*Work instructions*
With the first line below as the start and the line containing "Please list the" as the end, copy every line between them exactly, ends included.

*Records for processing*
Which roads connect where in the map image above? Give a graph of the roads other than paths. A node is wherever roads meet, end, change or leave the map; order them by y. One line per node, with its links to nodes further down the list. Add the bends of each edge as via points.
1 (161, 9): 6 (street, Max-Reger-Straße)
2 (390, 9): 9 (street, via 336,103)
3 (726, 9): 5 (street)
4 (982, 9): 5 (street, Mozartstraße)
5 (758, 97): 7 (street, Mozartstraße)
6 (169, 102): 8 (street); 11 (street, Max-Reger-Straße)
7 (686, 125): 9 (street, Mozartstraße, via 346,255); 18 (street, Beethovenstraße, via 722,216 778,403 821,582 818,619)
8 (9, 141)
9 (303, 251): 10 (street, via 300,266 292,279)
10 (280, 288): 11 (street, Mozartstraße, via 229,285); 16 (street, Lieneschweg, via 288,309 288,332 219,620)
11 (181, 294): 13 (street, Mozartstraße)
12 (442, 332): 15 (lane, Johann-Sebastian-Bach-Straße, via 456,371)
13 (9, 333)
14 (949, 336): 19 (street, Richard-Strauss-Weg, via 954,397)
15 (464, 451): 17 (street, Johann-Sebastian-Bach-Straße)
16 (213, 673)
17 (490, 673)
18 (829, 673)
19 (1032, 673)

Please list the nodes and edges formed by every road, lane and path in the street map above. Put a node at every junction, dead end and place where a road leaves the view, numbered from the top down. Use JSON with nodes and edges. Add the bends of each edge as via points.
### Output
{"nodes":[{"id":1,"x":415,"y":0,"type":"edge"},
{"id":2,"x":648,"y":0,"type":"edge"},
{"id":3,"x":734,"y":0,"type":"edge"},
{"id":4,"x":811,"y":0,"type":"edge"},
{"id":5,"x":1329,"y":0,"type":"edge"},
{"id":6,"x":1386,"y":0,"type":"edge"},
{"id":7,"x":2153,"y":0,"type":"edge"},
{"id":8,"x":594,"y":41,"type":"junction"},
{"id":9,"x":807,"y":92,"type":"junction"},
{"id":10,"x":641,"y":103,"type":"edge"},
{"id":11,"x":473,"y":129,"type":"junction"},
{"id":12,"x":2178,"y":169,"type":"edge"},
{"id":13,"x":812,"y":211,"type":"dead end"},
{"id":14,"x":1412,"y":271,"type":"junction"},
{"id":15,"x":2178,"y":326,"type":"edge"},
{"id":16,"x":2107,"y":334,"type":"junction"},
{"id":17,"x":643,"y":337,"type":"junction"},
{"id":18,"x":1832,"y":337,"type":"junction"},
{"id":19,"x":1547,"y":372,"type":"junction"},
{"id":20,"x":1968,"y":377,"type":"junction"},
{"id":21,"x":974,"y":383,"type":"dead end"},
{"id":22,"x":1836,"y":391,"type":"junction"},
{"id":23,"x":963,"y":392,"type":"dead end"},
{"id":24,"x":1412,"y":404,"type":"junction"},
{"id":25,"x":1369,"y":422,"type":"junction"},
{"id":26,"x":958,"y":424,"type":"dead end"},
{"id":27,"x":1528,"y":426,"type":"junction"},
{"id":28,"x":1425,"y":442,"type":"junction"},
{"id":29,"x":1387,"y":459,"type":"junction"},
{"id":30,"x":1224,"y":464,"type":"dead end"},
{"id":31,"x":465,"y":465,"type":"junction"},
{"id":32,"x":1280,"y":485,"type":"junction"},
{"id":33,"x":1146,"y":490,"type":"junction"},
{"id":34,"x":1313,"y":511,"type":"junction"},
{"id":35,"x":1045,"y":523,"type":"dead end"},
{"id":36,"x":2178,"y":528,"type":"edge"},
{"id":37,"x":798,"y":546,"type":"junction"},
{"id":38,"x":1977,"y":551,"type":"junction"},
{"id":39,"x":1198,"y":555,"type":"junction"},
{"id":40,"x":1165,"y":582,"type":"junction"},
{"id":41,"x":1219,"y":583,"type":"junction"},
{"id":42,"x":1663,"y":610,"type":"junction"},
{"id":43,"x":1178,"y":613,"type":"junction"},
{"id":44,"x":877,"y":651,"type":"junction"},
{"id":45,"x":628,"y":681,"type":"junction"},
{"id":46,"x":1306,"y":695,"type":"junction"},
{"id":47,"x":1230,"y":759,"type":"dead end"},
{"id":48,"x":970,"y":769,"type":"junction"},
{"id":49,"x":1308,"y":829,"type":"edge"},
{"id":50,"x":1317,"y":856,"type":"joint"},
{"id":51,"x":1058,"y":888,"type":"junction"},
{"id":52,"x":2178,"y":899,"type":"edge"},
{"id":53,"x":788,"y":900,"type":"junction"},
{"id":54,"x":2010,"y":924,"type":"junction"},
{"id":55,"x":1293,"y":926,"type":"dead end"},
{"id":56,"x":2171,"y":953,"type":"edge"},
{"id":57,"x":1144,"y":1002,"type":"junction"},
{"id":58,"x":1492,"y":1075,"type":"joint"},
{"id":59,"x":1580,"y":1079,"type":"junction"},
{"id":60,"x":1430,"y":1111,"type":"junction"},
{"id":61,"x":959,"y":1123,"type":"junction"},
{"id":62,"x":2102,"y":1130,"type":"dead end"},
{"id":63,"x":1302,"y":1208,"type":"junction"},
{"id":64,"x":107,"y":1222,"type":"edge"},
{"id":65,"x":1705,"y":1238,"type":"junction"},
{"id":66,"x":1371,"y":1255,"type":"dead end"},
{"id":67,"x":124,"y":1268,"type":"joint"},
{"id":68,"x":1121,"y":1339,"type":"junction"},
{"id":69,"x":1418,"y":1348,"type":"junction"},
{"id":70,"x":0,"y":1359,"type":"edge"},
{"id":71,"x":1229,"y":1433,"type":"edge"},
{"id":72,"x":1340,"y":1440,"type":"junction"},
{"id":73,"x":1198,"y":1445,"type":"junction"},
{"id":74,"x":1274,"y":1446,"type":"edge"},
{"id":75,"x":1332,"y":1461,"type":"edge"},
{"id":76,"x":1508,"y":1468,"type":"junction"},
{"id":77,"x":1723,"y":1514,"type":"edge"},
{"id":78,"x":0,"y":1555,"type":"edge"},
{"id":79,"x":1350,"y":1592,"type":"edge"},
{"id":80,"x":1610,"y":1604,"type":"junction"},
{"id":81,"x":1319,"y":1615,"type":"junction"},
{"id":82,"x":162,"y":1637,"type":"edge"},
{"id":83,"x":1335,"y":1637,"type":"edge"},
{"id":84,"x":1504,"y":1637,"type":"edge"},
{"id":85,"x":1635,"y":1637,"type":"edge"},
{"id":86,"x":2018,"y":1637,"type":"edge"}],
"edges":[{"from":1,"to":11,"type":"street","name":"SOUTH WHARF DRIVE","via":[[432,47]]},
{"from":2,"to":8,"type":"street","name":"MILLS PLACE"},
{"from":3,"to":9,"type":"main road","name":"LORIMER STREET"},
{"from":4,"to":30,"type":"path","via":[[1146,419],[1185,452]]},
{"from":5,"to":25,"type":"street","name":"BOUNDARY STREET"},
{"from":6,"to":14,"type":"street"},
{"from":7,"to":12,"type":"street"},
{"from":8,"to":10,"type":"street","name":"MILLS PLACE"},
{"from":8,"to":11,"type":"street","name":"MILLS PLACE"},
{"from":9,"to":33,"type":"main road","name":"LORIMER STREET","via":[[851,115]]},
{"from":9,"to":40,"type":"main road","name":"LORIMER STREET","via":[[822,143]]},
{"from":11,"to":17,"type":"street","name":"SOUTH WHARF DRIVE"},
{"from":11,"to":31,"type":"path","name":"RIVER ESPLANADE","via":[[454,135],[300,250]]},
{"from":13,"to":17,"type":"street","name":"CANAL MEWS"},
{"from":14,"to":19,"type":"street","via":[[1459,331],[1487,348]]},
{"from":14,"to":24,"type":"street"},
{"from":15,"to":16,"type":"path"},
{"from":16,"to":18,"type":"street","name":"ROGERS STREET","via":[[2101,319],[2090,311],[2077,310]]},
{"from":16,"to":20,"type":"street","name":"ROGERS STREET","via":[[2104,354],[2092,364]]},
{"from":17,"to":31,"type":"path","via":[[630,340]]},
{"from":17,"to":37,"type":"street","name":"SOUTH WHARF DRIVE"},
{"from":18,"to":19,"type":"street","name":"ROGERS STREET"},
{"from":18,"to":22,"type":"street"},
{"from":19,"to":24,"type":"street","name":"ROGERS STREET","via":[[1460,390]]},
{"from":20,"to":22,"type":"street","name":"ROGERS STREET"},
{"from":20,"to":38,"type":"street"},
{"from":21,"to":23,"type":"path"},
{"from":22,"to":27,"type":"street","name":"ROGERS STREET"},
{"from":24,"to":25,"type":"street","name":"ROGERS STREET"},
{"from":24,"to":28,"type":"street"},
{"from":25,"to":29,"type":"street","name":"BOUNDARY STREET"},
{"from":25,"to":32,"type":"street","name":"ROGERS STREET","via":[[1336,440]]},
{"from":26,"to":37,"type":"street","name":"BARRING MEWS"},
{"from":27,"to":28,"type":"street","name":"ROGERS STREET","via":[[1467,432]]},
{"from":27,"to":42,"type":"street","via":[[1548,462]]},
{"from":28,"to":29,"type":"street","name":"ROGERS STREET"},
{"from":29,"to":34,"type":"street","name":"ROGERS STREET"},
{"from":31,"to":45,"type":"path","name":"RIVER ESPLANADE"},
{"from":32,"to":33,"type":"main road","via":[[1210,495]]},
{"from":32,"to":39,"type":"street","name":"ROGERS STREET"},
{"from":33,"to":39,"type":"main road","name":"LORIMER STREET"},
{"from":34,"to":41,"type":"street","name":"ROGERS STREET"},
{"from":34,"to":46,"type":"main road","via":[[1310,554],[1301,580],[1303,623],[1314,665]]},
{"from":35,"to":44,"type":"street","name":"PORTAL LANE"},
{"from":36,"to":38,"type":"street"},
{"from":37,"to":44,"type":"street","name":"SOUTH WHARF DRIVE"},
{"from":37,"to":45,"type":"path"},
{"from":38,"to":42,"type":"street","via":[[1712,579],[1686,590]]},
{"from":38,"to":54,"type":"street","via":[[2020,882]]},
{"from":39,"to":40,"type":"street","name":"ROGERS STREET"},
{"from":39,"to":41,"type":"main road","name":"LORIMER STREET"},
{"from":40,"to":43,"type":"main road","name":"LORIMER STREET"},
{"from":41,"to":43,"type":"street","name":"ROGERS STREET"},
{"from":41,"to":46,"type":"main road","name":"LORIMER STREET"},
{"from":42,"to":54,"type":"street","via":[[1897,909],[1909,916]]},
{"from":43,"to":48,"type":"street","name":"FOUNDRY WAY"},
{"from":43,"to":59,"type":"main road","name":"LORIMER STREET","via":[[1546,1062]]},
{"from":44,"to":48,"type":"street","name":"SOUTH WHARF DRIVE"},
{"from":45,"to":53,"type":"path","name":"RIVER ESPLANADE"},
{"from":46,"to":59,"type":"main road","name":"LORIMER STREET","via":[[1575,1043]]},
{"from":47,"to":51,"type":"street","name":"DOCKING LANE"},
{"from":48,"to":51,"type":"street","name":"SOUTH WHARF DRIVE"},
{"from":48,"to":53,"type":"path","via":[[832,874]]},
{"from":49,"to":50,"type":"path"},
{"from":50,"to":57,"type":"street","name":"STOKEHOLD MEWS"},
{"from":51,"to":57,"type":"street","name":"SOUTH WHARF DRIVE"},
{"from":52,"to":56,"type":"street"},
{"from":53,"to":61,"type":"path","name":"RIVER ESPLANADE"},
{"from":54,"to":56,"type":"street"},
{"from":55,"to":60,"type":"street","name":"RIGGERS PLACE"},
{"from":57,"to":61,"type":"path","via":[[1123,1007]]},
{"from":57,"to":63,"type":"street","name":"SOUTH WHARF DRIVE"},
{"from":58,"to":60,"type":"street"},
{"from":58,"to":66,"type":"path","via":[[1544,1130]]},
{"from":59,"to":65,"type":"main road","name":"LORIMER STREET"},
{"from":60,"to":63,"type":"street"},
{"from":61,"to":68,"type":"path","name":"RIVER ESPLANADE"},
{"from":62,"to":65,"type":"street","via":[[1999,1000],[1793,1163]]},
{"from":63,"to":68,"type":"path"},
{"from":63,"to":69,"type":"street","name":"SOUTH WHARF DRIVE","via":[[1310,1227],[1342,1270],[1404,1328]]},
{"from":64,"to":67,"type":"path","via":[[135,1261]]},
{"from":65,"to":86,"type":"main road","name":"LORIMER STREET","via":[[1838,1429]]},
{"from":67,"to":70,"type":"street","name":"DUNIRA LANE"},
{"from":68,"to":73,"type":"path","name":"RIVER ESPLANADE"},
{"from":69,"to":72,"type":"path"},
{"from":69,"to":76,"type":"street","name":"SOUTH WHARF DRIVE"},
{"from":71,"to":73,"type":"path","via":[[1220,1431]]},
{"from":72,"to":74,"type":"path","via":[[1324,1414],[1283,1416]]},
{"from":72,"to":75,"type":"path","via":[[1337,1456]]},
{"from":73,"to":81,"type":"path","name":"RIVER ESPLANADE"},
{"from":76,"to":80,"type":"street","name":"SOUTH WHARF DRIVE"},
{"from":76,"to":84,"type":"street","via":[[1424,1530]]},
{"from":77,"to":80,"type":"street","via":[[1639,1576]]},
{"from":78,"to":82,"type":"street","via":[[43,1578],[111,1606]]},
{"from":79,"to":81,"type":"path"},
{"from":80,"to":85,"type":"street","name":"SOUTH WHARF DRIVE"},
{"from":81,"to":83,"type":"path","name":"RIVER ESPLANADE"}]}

*Your solution*
Which roads connect where in the map image above? Give a graph of the roads other than paths. A node is wherever roads meet, end, change or leave the map; order them by y. One line per node, with its links to nodes further down the list. Add the bends of each edge as via points.
1 (161, 9): 6 (street, Max-Reger-Straße)
2 (390, 9): 9 (street, via 336,103)
3 (726, 9): 5 (street)
4 (982, 9): 5 (street, Mozartstraße)
5 (758, 97): 7 (street, Mozartstraße)
6 (169, 102): 8 (street); 11 (street, Max-Reger-Straße)
7 (686, 125): 9 (street, Mozartstraße, via 346,255); 18 (street, Beethovenstraße, via 722,216 778,403 821,582 818,619)
8 (9, 141)
9 (303, 251): 10 (street, via 300,266 292,279)
10 (280, 288): 11 (street, Mozartstraße, via 229,285); 16 (street, Lieneschweg, via 288,309 288,332 219,620)
11 (181, 294): 13 (street, Mozartstraße)
12 (442, 332): 15 (lane, Johann-Sebastian-Bach-Straße, via 456,371)
13 (9, 333)
14 (949, 336): 19 (street, Richard-Strauss-Weg, via 954,397)
15 (464, 451): 17 (street, Johann-Sebastian-Bach-Straße)
16 (213, 673)
17 (490, 673)
18 (829, 673)
19 (1032, 673)

Please list the nodes and edges formed by every road, lane and path in the street map above. Put a node at every junction, dead end and place where a road leaves the view, numbered from the top down. Use JSON with nodes and edges. Add the bends of each edge as via points.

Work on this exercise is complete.